▶ _EXERCISE REQUIREMENTS_
Filter the listing below down to the lines with the word "highway" and copy those.

▶ _TASK DATA_

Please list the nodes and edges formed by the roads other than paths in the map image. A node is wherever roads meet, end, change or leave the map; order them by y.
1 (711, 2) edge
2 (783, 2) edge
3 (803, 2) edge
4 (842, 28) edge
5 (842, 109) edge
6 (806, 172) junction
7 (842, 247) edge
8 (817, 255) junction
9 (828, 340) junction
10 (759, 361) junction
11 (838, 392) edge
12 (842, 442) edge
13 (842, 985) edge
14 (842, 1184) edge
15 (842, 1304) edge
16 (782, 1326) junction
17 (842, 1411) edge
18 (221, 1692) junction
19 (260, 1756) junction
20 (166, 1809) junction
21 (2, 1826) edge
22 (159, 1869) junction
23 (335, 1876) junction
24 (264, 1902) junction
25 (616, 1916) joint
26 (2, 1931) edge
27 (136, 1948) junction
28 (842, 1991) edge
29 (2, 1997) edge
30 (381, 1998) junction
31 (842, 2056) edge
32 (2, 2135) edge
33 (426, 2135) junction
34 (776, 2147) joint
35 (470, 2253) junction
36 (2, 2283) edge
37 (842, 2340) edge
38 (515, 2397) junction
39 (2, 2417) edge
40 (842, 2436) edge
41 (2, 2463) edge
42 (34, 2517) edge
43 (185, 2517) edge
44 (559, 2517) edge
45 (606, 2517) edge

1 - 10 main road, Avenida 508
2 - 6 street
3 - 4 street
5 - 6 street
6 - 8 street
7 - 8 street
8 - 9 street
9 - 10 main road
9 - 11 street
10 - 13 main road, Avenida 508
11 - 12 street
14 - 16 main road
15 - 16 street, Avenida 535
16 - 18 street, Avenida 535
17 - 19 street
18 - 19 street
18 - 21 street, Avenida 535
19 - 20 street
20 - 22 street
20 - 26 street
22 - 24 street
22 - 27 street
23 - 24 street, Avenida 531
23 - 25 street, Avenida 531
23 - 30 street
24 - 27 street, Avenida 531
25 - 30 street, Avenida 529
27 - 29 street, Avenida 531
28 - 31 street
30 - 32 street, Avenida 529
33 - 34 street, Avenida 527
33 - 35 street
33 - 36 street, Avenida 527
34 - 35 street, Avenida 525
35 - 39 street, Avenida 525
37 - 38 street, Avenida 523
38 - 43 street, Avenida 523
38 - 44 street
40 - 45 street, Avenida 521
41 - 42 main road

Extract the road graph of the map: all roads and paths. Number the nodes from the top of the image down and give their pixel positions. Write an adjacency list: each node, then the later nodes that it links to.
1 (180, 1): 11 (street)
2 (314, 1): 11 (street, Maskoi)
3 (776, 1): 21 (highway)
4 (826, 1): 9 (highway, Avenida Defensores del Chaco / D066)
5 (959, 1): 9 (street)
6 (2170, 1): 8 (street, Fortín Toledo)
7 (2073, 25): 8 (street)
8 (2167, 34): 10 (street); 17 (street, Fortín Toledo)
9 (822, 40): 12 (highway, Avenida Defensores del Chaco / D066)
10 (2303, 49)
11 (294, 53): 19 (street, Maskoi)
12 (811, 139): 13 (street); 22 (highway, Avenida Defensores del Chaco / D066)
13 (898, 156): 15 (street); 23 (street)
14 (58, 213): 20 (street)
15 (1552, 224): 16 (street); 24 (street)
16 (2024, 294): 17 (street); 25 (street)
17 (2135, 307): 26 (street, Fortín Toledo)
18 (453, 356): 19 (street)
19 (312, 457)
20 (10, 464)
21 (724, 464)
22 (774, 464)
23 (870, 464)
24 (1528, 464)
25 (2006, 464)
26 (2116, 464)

▶ _THE ANSWER_
3 (776, 1): 21 (highway)
4 (826, 1): 9 (highway, Avenida Defensores del Chaco / D066)
9 (822, 40): 12 (highway, Avenida Defensores del Chaco / D066)
12 (811, 139): 13 (street); 22 (highway, Avenida Defensores del Chaco / D066)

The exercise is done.